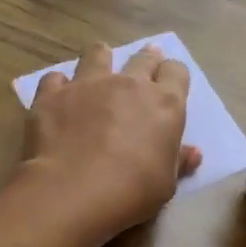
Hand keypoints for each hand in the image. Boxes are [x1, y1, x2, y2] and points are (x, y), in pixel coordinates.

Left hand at [20, 41, 200, 244]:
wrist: (73, 192)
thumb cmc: (132, 192)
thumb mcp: (165, 184)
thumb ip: (178, 162)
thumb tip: (193, 152)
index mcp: (164, 104)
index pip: (176, 72)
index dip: (173, 76)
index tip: (169, 84)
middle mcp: (128, 84)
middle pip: (142, 58)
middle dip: (145, 59)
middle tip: (143, 66)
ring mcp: (87, 84)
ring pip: (97, 55)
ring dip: (101, 58)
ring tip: (100, 64)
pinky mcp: (52, 94)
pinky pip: (56, 78)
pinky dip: (59, 84)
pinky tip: (58, 96)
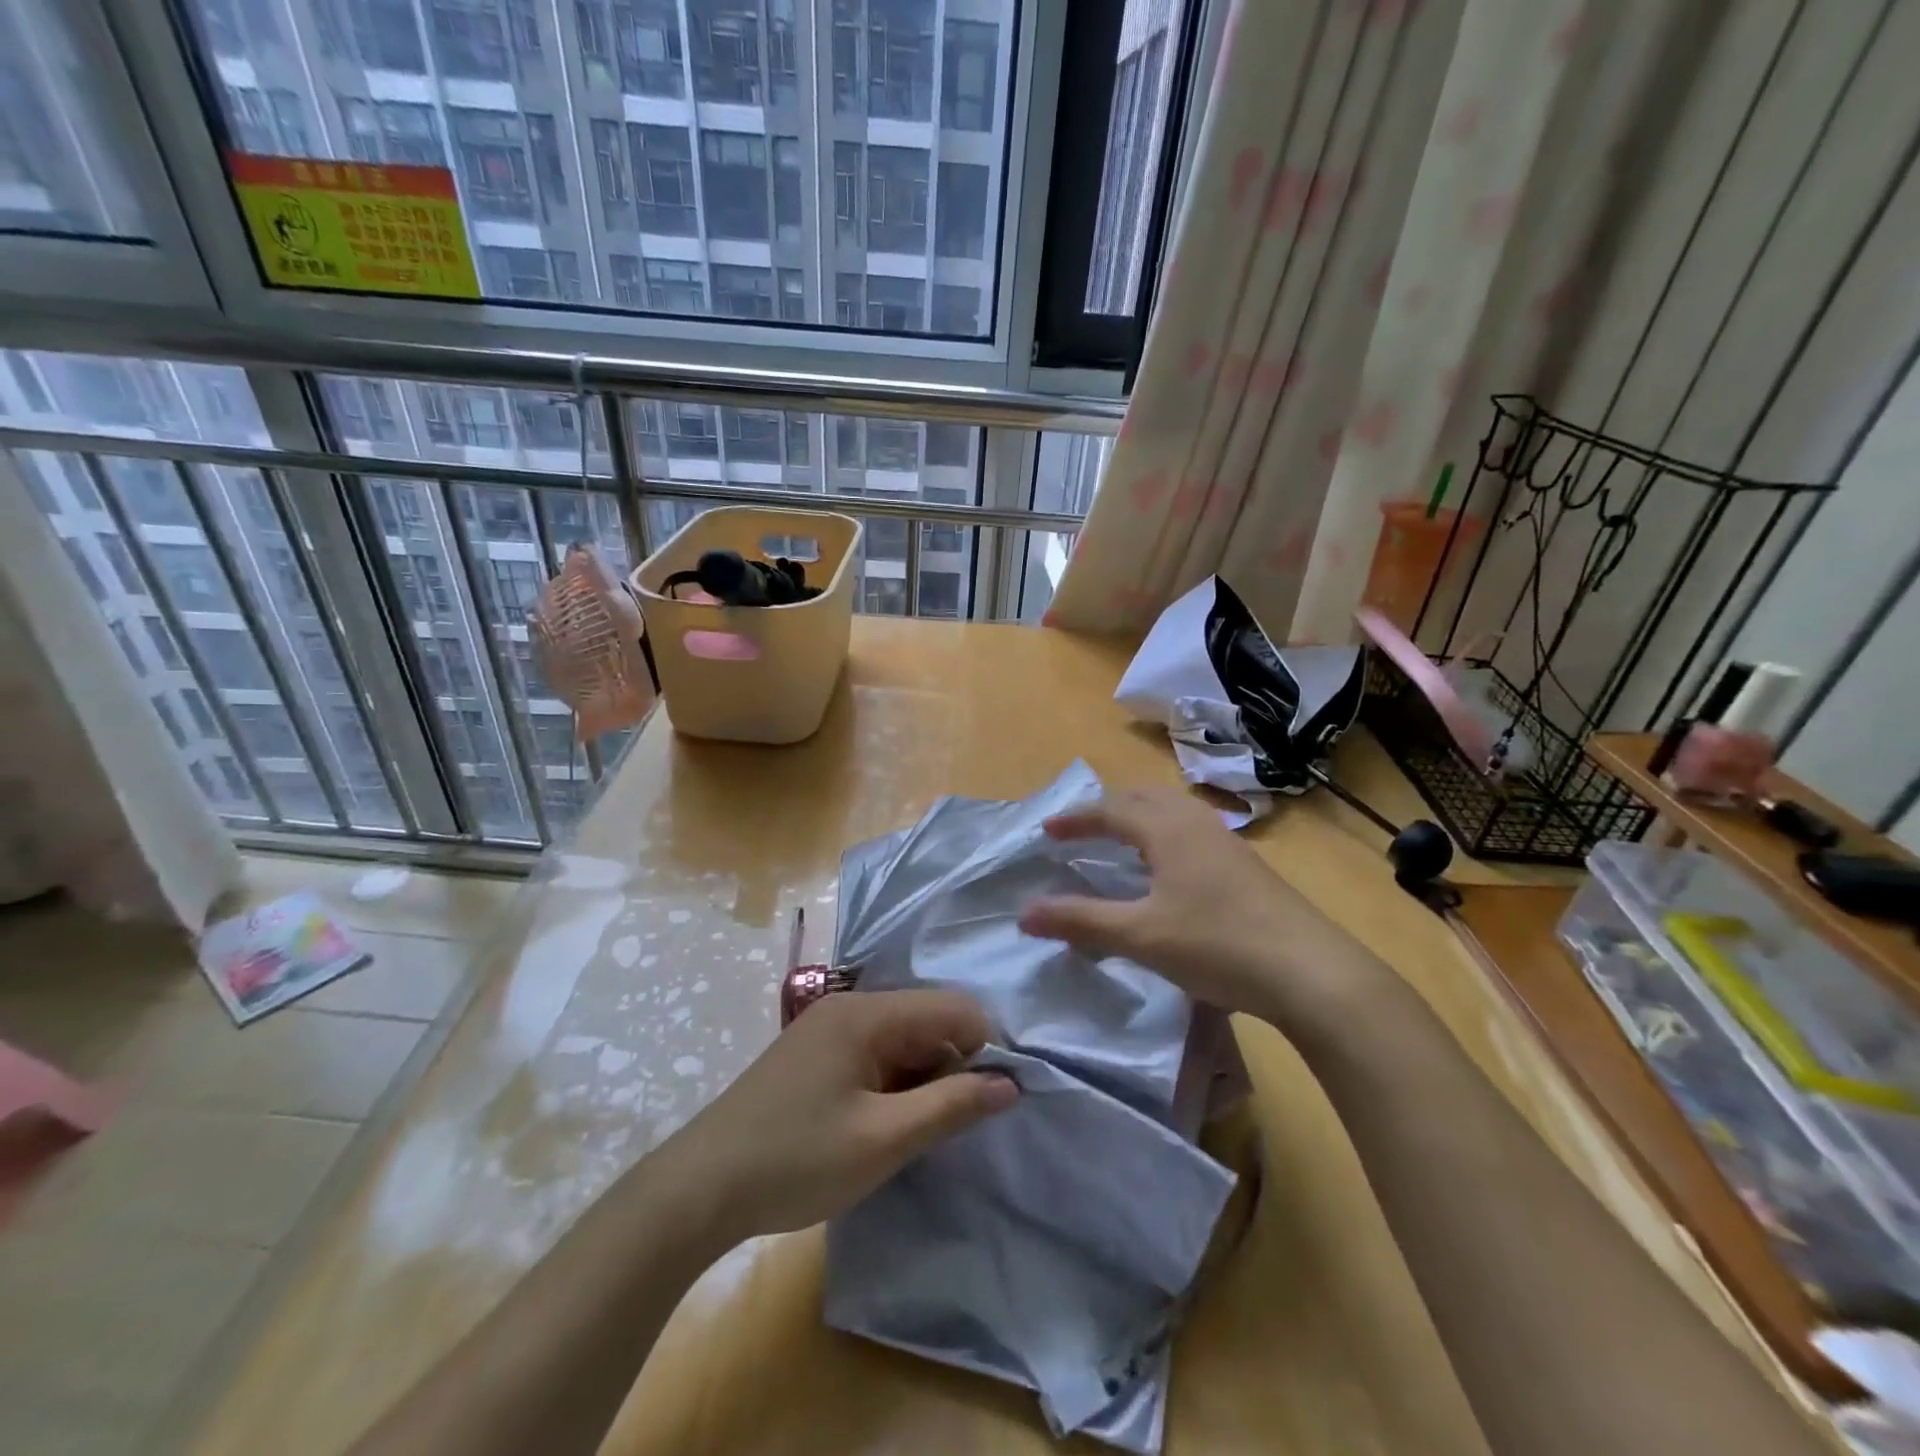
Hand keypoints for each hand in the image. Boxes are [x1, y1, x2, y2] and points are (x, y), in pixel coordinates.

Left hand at [655, 990, 1017, 1243]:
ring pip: (902, 1040)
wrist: (698, 1189)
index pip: (953, 1007)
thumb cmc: (796, 1160)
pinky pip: (874, 1054)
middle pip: (927, 1020)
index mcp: (867, 1013)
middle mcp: (849, 1007)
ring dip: (920, 1080)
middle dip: (950, 1066)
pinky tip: (880, 1125)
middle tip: (942, 1127)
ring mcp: (827, 1028)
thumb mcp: (882, 1140)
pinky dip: (892, 1084)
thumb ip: (950, 1106)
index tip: (985, 1104)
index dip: (982, 1050)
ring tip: (910, 1133)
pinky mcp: (814, 1054)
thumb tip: (1010, 1083)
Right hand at [1017, 787, 1386, 1036]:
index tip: (1047, 832)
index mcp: (1168, 829)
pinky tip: (1168, 868)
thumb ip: (1081, 921)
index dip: (1076, 819)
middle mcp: (1197, 823)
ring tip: (1121, 841)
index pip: (1111, 809)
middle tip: (1082, 829)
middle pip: (1145, 796)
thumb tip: (1024, 913)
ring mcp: (1227, 842)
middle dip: (1108, 807)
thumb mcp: (1140, 936)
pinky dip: (1164, 834)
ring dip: (1140, 817)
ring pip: (1173, 811)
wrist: (1310, 971)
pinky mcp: (1246, 866)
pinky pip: (1192, 830)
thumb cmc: (1217, 944)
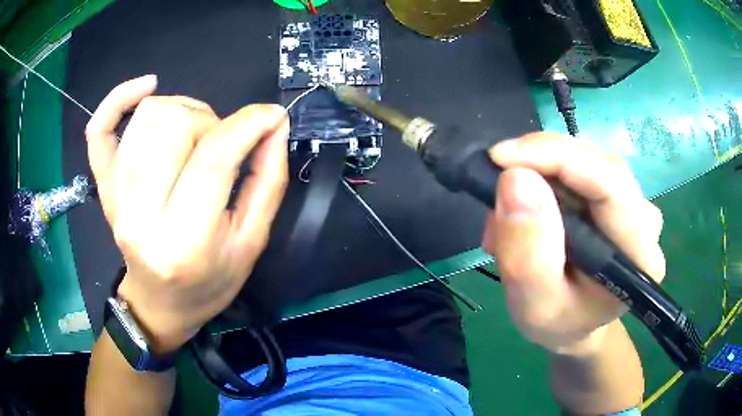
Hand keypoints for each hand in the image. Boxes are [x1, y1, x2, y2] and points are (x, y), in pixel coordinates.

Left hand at [86, 75, 288, 352]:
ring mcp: (114, 197)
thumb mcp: (251, 242)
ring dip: (182, 110)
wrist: (159, 303)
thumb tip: (274, 124)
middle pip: (174, 125)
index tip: (272, 115)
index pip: (212, 159)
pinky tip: (145, 88)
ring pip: (147, 116)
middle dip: (211, 122)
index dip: (248, 125)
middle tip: (221, 146)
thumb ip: (268, 181)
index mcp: (184, 241)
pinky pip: (98, 129)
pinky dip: (118, 99)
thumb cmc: (208, 282)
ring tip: (192, 133)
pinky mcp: (102, 185)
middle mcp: (140, 215)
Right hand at [483, 132, 664, 355]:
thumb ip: (527, 254)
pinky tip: (527, 208)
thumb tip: (514, 179)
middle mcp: (644, 218)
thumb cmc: (559, 322)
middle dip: (538, 166)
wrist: (575, 322)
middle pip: (594, 163)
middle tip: (495, 193)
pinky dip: (544, 176)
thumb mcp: (535, 305)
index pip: (608, 183)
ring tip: (509, 214)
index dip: (555, 158)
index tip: (499, 159)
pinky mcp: (615, 193)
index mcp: (639, 253)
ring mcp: (632, 200)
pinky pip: (578, 167)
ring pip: (582, 159)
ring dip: (538, 172)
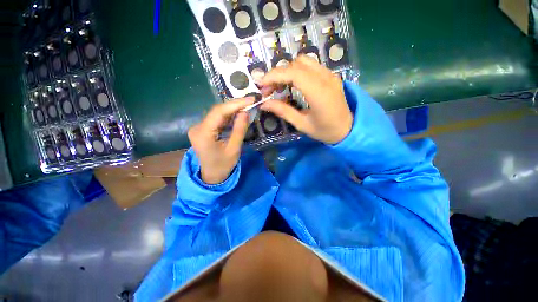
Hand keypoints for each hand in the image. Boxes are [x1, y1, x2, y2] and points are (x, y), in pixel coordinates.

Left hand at [188, 98, 253, 183]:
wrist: (212, 176)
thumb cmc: (223, 165)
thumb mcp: (234, 149)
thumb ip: (239, 130)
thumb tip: (245, 112)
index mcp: (203, 133)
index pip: (219, 112)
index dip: (236, 103)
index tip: (251, 99)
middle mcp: (197, 127)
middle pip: (217, 111)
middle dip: (235, 105)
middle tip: (251, 101)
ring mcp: (199, 127)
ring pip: (218, 113)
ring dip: (233, 110)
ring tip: (247, 106)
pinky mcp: (203, 129)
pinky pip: (217, 119)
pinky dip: (229, 116)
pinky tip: (238, 114)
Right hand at [259, 55, 352, 143]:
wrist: (347, 129)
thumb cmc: (325, 130)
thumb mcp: (302, 124)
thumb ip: (283, 111)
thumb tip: (264, 103)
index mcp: (319, 93)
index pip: (294, 73)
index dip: (275, 75)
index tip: (261, 84)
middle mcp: (325, 78)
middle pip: (297, 64)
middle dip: (278, 74)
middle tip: (269, 89)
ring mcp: (330, 74)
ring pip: (303, 61)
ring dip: (287, 71)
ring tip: (280, 86)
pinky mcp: (330, 75)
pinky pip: (310, 66)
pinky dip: (297, 71)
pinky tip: (292, 84)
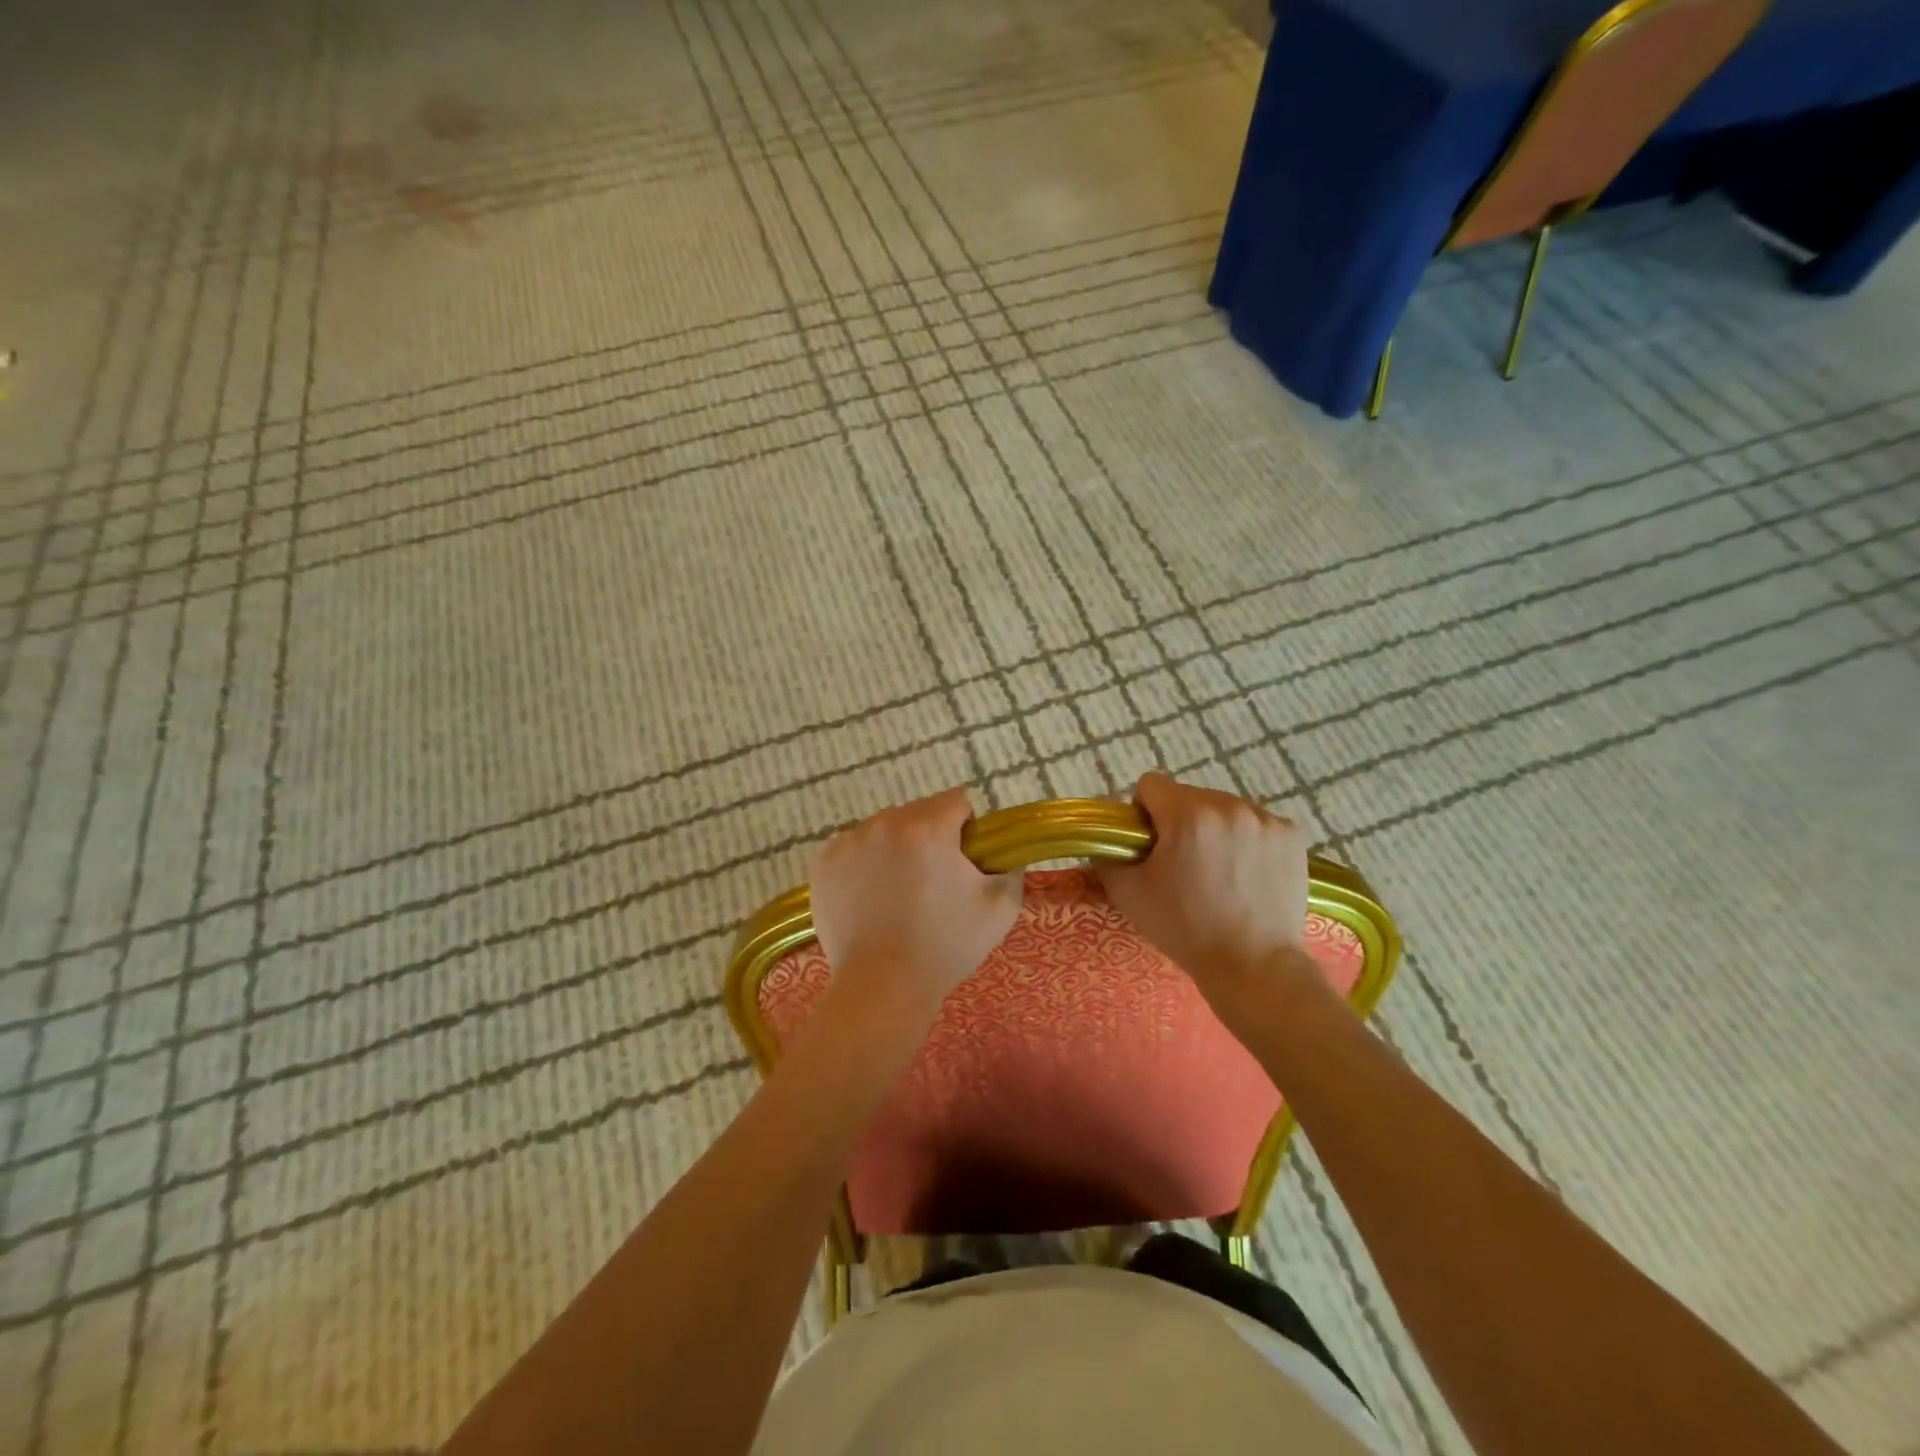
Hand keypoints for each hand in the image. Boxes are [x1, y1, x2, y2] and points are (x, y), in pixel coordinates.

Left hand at [810, 787, 1022, 1025]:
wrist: (882, 986)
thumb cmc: (945, 946)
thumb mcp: (1000, 908)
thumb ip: (1010, 868)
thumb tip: (1003, 853)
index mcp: (928, 827)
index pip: (957, 801)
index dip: (968, 829)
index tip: (965, 862)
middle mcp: (884, 823)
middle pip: (918, 813)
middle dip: (931, 837)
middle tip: (934, 883)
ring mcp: (849, 842)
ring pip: (884, 830)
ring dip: (896, 848)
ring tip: (898, 894)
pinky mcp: (823, 863)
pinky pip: (854, 848)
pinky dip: (865, 864)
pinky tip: (871, 898)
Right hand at [1095, 772, 1315, 1009]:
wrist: (1253, 966)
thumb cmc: (1185, 929)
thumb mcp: (1128, 894)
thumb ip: (1107, 856)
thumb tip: (1105, 839)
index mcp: (1187, 815)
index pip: (1151, 784)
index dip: (1143, 812)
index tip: (1149, 844)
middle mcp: (1229, 805)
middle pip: (1189, 796)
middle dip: (1179, 821)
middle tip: (1182, 864)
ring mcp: (1265, 819)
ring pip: (1223, 808)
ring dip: (1214, 828)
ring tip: (1218, 871)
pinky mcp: (1292, 835)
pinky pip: (1256, 823)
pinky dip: (1247, 840)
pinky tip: (1246, 873)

- About this exercise -
Copy out nothing but the lines from the beginning of the records through the one that contains "ring pip: (902, 1040)". Skip the pictures.

- Exercise response -
Hand keypoints for each hand in the image. Boxes are [x1, y1, x2, y2] and points are (x, y), in pixel coordinates.

Left hand at [20, 41, 200, 244]:
wrist: (73, 192)
thumb cmc: (132, 192)
thumb mcp: (165, 184)
thumb ip: (178, 162)
thumb tip: (193, 152)
index mcp: (164, 104)
index pip: (176, 72)
index dip: (173, 76)
index tip: (169, 84)
middle mcp: (128, 84)
middle pip: (142, 58)
middle dip: (145, 59)
middle tip: (143, 66)
ring mcp: (87, 84)
ring pip: (97, 55)
ring dip: (101, 58)
ring tip: (100, 64)
pinky mcp: (52, 94)
pinky pip: (56, 78)
pinky dip: (59, 84)
pinky tip: (58, 96)
Hand keypoints for each hand in the image. Boxes are [x1, y1, x2, y2] and points are (x, y), in pixel coordinates.

Left hand at [655, 990, 1017, 1243]:
ring pip: (902, 1040)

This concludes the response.